DATA LISTING
· · · · ·

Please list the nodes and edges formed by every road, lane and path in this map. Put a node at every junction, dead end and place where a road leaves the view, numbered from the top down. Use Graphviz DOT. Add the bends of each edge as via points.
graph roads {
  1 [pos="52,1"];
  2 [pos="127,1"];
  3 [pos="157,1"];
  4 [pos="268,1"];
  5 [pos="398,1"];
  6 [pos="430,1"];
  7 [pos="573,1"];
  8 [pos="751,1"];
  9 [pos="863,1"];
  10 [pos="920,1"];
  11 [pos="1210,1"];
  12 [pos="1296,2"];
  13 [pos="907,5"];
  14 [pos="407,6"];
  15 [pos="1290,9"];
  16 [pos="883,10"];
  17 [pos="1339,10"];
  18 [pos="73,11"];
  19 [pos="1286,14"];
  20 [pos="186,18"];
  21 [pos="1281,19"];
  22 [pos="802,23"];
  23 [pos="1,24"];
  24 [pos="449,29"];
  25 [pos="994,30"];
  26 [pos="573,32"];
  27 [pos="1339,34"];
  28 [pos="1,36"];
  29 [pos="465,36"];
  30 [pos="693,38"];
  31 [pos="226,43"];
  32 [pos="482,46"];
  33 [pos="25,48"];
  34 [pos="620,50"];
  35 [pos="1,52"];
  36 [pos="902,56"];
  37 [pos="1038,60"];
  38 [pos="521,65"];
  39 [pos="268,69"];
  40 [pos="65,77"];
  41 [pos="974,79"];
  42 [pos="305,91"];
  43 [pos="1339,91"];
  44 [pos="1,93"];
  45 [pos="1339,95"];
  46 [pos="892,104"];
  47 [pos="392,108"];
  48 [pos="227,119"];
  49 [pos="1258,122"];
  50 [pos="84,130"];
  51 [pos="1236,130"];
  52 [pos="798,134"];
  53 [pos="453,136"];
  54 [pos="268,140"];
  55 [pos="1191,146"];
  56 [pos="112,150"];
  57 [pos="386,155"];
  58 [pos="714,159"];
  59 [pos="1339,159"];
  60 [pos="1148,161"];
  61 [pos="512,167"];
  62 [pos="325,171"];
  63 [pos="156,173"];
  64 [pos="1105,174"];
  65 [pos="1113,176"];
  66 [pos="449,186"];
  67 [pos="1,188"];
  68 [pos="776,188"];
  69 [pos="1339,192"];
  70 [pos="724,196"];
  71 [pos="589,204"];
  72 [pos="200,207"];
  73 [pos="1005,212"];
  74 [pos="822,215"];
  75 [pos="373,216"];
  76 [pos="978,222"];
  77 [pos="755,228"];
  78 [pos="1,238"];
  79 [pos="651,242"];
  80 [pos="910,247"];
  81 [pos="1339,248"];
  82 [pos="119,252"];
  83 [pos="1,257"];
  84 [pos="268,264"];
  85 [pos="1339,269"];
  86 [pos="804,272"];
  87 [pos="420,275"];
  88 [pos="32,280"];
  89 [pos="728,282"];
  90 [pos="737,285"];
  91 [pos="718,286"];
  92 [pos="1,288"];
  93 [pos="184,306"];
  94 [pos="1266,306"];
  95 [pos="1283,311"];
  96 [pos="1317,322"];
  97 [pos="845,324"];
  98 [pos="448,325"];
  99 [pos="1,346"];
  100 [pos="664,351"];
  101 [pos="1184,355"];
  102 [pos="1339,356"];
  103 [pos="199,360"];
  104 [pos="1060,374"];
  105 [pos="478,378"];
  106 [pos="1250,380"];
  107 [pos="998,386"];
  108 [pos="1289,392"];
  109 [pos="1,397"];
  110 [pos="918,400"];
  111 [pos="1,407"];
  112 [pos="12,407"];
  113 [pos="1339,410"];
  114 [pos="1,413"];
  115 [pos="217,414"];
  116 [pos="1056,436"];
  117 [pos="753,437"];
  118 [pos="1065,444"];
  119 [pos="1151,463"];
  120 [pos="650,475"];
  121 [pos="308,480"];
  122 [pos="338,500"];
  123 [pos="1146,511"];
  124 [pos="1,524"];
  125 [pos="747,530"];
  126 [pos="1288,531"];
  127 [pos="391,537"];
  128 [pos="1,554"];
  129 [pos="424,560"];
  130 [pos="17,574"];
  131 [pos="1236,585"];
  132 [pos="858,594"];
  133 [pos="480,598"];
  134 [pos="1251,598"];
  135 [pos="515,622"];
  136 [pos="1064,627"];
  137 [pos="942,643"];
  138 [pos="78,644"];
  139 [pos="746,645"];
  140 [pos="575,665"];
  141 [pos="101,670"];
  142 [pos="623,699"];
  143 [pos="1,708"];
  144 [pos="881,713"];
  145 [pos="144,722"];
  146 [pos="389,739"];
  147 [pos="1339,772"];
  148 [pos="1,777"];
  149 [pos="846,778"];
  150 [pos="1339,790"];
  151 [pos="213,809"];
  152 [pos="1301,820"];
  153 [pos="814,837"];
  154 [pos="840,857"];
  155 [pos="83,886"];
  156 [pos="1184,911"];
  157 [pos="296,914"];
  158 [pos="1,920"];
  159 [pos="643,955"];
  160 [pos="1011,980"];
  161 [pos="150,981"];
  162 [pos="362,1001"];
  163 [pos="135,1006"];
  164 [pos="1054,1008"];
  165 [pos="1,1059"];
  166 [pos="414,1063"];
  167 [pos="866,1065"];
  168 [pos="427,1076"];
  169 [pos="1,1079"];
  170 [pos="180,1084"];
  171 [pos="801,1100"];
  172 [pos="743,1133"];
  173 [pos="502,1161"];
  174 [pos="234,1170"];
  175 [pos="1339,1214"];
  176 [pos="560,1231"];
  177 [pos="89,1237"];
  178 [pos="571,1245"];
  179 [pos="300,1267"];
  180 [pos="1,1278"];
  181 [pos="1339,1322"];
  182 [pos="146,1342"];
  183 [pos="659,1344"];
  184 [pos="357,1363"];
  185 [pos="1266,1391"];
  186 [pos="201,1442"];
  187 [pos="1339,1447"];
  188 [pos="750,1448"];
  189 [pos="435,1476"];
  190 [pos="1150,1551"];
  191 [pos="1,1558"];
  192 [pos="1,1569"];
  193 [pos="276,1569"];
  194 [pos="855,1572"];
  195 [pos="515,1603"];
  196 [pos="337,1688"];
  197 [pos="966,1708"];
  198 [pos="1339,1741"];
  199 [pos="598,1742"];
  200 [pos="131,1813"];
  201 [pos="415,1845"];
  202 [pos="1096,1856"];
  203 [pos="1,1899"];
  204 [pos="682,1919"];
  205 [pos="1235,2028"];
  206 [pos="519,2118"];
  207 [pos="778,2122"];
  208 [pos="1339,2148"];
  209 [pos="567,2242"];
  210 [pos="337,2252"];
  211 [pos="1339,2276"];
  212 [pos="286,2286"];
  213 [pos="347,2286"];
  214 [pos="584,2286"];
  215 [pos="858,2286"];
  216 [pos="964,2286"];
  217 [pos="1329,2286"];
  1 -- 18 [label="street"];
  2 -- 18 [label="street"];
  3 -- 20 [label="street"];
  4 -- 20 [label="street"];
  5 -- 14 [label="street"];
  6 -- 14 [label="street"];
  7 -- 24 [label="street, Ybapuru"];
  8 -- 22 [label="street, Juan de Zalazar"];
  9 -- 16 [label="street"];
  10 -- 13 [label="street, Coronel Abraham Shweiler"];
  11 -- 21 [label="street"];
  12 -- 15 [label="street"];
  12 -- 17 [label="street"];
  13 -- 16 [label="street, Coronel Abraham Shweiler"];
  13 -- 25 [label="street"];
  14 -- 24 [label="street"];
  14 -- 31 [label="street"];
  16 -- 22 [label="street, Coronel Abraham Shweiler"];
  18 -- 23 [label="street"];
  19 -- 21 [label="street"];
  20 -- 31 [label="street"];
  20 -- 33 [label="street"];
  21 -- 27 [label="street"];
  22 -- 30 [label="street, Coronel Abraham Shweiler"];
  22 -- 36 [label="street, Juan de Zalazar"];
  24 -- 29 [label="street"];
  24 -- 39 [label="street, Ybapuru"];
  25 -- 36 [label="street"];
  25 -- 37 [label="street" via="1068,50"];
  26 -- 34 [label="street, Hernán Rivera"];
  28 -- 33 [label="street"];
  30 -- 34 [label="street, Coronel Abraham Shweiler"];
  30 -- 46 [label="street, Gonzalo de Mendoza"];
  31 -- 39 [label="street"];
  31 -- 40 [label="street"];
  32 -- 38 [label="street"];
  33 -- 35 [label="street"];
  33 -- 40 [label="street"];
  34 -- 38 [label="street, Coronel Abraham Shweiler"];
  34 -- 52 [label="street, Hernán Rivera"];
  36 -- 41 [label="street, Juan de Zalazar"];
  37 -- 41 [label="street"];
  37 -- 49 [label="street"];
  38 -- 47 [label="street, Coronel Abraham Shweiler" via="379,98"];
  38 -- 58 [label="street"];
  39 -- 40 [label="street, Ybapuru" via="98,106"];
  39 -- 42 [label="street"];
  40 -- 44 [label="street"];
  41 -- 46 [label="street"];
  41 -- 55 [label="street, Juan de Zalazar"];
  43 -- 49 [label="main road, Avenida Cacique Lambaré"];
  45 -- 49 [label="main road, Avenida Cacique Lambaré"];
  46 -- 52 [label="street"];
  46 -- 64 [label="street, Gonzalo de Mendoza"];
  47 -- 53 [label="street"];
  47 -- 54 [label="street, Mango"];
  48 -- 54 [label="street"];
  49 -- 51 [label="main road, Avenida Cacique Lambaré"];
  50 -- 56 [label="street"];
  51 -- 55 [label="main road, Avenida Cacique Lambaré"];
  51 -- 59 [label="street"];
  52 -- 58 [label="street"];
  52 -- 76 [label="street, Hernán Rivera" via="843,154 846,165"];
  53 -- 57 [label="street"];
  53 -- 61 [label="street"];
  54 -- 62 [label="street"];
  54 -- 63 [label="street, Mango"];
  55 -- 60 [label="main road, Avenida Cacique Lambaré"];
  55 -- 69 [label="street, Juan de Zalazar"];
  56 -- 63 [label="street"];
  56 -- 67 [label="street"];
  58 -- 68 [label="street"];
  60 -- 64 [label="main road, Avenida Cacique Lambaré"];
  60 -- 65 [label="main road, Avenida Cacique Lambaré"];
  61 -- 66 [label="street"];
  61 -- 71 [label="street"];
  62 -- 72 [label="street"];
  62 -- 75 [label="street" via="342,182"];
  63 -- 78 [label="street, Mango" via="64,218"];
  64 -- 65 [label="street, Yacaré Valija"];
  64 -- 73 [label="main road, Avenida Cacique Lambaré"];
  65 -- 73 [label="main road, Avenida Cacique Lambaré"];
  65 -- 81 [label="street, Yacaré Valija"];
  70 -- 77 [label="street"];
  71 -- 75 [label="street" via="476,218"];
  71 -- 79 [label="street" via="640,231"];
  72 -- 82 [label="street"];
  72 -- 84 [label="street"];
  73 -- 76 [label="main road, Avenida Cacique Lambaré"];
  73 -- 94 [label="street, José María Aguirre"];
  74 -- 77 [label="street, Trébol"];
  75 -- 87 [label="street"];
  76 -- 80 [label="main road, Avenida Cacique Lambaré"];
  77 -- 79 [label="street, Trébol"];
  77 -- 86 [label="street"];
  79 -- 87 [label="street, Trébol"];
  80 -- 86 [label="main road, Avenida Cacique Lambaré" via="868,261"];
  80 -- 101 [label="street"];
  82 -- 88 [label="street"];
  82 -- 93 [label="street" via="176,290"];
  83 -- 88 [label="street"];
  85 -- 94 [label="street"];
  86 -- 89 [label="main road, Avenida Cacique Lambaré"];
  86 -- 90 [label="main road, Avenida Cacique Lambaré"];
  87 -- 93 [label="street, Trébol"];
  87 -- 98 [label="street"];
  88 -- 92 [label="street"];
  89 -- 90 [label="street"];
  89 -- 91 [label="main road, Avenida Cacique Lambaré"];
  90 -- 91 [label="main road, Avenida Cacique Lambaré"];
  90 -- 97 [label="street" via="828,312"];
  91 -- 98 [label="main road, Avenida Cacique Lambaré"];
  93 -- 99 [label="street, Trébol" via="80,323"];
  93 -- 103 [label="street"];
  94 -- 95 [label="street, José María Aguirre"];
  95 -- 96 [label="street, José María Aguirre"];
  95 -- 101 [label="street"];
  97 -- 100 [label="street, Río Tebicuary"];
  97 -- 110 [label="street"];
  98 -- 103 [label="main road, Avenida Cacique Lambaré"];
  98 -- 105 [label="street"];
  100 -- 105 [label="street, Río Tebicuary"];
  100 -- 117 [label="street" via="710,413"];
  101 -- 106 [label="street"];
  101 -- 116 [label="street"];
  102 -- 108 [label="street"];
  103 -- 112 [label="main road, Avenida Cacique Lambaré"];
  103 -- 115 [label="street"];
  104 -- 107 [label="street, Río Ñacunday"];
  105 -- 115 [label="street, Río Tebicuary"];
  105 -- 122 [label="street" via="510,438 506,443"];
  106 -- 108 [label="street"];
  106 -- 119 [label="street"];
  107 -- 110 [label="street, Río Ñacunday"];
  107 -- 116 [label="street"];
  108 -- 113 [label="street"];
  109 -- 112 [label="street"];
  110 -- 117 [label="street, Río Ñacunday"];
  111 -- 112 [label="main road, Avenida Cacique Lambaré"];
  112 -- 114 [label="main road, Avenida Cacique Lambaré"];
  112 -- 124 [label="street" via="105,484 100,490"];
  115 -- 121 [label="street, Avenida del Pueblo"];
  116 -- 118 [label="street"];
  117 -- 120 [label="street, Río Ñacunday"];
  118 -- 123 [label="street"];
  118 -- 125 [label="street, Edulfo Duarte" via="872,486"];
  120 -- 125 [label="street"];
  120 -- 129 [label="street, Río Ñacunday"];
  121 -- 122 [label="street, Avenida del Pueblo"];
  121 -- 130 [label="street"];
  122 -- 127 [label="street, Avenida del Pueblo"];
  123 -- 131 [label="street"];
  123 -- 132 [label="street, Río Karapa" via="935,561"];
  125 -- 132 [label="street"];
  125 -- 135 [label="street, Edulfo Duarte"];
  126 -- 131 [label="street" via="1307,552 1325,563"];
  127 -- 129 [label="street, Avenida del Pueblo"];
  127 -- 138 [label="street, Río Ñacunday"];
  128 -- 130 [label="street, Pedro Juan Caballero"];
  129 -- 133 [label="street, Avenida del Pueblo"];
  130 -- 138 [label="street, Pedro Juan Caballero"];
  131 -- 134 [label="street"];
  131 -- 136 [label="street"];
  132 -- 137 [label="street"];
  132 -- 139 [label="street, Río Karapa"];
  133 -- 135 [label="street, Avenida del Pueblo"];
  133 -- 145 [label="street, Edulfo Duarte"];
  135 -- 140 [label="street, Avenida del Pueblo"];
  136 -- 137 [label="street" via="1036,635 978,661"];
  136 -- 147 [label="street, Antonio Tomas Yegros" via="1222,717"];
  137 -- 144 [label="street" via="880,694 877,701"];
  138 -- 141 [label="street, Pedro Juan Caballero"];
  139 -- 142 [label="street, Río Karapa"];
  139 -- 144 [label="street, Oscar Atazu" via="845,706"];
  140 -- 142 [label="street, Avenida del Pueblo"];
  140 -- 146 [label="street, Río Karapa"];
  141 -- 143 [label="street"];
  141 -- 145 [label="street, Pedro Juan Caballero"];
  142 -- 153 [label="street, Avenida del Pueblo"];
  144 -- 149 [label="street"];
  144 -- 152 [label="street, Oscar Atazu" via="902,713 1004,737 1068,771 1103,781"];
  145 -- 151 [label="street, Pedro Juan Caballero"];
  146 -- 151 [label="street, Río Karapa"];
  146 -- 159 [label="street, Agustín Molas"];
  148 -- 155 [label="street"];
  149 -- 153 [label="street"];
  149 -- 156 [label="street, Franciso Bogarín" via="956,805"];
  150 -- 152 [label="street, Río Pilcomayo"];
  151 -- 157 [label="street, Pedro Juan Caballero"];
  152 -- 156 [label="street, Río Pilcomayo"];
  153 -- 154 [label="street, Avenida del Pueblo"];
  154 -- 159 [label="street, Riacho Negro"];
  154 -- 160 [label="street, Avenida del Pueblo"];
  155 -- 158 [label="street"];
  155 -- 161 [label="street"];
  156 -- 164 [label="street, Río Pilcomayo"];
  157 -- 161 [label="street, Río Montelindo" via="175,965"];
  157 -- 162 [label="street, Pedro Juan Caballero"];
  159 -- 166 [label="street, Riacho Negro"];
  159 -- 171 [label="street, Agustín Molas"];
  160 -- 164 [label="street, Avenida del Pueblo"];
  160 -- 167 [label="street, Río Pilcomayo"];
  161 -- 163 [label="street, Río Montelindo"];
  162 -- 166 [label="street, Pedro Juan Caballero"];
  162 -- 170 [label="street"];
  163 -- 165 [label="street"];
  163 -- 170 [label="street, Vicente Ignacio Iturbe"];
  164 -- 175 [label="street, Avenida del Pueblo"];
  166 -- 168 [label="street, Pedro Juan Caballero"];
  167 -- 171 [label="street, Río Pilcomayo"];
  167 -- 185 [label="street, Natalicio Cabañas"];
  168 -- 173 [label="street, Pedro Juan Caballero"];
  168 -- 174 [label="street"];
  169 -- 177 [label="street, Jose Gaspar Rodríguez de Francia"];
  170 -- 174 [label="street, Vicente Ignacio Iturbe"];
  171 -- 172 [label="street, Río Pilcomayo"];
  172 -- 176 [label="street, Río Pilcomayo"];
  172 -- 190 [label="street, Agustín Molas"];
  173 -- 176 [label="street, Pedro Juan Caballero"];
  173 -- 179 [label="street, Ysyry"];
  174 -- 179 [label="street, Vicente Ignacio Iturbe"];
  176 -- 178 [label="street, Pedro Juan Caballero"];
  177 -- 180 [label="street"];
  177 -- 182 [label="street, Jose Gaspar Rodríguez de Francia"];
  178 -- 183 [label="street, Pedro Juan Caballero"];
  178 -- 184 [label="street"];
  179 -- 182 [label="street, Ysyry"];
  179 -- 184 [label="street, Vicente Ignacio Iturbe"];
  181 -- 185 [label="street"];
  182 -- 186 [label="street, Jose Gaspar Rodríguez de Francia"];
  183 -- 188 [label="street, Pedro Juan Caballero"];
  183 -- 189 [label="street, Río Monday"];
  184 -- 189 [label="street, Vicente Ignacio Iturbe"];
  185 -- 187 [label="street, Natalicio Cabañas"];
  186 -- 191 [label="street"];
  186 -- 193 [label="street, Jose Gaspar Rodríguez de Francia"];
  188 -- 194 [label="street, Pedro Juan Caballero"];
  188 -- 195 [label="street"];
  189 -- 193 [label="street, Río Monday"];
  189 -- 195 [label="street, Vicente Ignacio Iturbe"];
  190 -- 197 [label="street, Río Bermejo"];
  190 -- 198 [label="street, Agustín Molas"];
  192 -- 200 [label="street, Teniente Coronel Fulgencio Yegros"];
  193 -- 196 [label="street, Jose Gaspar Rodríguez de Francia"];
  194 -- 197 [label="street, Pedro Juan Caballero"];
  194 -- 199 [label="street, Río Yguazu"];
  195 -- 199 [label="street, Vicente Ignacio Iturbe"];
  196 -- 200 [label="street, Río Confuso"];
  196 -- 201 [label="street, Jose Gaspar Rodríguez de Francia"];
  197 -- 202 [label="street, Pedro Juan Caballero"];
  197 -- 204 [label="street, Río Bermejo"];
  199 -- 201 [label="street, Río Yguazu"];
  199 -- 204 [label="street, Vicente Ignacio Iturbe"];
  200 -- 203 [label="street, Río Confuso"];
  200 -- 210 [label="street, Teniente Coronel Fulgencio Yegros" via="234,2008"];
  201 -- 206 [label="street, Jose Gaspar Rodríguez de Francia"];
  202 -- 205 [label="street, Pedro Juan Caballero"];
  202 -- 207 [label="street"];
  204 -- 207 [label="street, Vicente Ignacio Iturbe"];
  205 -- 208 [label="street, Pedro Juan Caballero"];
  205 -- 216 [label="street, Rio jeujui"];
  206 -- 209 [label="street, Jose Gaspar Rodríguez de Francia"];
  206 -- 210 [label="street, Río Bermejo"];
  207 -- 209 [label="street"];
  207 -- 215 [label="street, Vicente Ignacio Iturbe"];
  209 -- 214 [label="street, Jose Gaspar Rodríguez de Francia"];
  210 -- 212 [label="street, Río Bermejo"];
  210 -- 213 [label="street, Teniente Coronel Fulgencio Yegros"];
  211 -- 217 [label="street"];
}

· · · · ·

THE TASK
Looking at the entries above, report how many of their lines include "Bermejo", and add nothing else.

RESULT FOR THIS EXERCISE
4